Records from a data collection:
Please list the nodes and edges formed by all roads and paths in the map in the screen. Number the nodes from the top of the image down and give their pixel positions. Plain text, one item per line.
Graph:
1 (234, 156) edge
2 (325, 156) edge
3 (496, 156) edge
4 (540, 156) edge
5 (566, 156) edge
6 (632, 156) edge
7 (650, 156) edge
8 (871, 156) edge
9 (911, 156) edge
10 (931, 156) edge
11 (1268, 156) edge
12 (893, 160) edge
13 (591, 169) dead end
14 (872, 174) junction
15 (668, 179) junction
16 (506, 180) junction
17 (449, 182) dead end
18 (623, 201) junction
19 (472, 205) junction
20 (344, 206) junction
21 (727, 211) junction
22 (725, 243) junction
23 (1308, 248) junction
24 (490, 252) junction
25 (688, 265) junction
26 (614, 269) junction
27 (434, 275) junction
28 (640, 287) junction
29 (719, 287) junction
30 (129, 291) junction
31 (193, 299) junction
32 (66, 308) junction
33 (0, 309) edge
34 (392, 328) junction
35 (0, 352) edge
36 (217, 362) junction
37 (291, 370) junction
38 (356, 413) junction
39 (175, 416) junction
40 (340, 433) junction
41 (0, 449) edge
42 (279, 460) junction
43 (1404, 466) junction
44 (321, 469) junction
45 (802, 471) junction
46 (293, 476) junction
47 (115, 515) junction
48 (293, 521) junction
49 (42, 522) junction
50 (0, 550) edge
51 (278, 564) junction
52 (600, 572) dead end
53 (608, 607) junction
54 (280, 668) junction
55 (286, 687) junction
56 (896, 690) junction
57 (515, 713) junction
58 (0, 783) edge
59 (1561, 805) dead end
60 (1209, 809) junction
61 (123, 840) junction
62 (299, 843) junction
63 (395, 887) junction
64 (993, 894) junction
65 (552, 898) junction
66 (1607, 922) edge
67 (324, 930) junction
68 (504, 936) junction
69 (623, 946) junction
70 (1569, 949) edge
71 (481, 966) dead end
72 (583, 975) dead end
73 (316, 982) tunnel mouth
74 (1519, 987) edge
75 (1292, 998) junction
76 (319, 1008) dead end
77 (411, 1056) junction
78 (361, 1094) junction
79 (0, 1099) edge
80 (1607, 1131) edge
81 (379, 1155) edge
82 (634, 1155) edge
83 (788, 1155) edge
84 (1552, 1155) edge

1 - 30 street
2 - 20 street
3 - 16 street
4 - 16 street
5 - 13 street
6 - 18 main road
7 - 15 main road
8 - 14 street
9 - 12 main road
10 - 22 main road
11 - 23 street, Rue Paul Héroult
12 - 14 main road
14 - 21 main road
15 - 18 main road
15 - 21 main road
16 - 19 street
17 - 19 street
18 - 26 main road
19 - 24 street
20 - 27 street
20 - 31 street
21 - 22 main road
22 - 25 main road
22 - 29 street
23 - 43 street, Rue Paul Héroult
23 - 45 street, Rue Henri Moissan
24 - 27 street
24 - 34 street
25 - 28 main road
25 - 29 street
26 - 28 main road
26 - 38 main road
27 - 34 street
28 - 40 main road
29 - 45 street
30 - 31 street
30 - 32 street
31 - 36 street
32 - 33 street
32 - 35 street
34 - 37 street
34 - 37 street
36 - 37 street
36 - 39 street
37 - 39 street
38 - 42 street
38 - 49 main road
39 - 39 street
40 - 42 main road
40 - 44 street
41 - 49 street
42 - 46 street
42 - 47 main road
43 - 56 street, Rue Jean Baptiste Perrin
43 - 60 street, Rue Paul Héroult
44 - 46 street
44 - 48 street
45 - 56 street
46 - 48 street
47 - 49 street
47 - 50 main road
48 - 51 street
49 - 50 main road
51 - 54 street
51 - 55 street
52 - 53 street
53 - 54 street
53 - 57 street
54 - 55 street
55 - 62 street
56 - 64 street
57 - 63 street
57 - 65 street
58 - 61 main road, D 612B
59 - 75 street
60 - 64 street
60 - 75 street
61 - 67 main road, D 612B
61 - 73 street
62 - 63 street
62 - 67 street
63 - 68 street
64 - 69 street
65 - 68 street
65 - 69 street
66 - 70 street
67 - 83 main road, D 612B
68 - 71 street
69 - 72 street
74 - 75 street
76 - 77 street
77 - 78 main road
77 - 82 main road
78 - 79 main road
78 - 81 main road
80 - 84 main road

● AIM OF THE TASK
Copy the entries exactly as they appear.

● ANSWER SPACE
Please list the nodes and edges formed by all roads and paths in the map in the screen. Number the nodes from the top of the image down and give their pixel positions. Plain text, one item per line.
Graph:
1 (234, 156) edge
2 (325, 156) edge
3 (496, 156) edge
4 (540, 156) edge
5 (566, 156) edge
6 (632, 156) edge
7 (650, 156) edge
8 (871, 156) edge
9 (911, 156) edge
10 (931, 156) edge
11 (1268, 156) edge
12 (893, 160) edge
13 (591, 169) dead end
14 (872, 174) junction
15 (668, 179) junction
16 (506, 180) junction
17 (449, 182) dead end
18 (623, 201) junction
19 (472, 205) junction
20 (344, 206) junction
21 (727, 211) junction
22 (725, 243) junction
23 (1308, 248) junction
24 (490, 252) junction
25 (688, 265) junction
26 (614, 269) junction
27 (434, 275) junction
28 (640, 287) junction
29 (719, 287) junction
30 (129, 291) junction
31 (193, 299) junction
32 (66, 308) junction
33 (0, 309) edge
34 (392, 328) junction
35 (0, 352) edge
36 (217, 362) junction
37 (291, 370) junction
38 (356, 413) junction
39 (175, 416) junction
40 (340, 433) junction
41 (0, 449) edge
42 (279, 460) junction
43 (1404, 466) junction
44 (321, 469) junction
45 (802, 471) junction
46 (293, 476) junction
47 (115, 515) junction
48 (293, 521) junction
49 (42, 522) junction
50 (0, 550) edge
51 (278, 564) junction
52 (600, 572) dead end
53 (608, 607) junction
54 (280, 668) junction
55 (286, 687) junction
56 (896, 690) junction
57 (515, 713) junction
58 (0, 783) edge
59 (1561, 805) dead end
60 (1209, 809) junction
61 (123, 840) junction
62 (299, 843) junction
63 (395, 887) junction
64 (993, 894) junction
65 (552, 898) junction
66 (1607, 922) edge
67 (324, 930) junction
68 (504, 936) junction
69 (623, 946) junction
70 (1569, 949) edge
71 (481, 966) dead end
72 (583, 975) dead end
73 (316, 982) tunnel mouth
74 (1519, 987) edge
75 (1292, 998) junction
76 (319, 1008) dead end
77 (411, 1056) junction
78 (361, 1094) junction
79 (0, 1099) edge
80 (1607, 1131) edge
81 (379, 1155) edge
82 (634, 1155) edge
83 (788, 1155) edge
84 (1552, 1155) edge

1 - 30 street
2 - 20 street
3 - 16 street
4 - 16 street
5 - 13 street
6 - 18 main road
7 - 15 main road
8 - 14 street
9 - 12 main road
10 - 22 main road
11 - 23 street, Rue Paul Héroult
12 - 14 main road
14 - 21 main road
15 - 18 main road
15 - 21 main road
16 - 19 street
17 - 19 street
18 - 26 main road
19 - 24 street
20 - 27 street
20 - 31 street
21 - 22 main road
22 - 25 main road
22 - 29 street
23 - 43 street, Rue Paul Héroult
23 - 45 street, Rue Henri Moissan
24 - 27 street
24 - 34 street
25 - 28 main road
25 - 29 street
26 - 28 main road
26 - 38 main road
27 - 34 street
28 - 40 main road
29 - 45 street
30 - 31 street
30 - 32 street
31 - 36 street
32 - 33 street
32 - 35 street
34 - 37 street
34 - 37 street
36 - 37 street
36 - 39 street
37 - 39 street
38 - 42 street
38 - 49 main road
39 - 39 street
40 - 42 main road
40 - 44 street
41 - 49 street
42 - 46 street
42 - 47 main road
43 - 56 street, Rue Jean Baptiste Perrin
43 - 60 street, Rue Paul Héroult
44 - 46 street
44 - 48 street
45 - 56 street
46 - 48 street
47 - 49 street
47 - 50 main road
48 - 51 street
49 - 50 main road
51 - 54 street
51 - 55 street
52 - 53 street
53 - 54 street
53 - 57 street
54 - 55 street
55 - 62 street
56 - 64 street
57 - 63 street
57 - 65 street
58 - 61 main road, D 612B
59 - 75 street
60 - 64 street
60 - 75 street
61 - 67 main road, D 612B
61 - 73 street
62 - 63 street
62 - 67 street
63 - 68 street
64 - 69 street
65 - 68 street
65 - 69 street
66 - 70 street
67 - 83 main road, D 612B
68 - 71 street
69 - 72 street
74 - 75 street
76 - 77 street
77 - 78 main road
77 - 82 main road
78 - 79 main road
78 - 81 main road
80 - 84 main road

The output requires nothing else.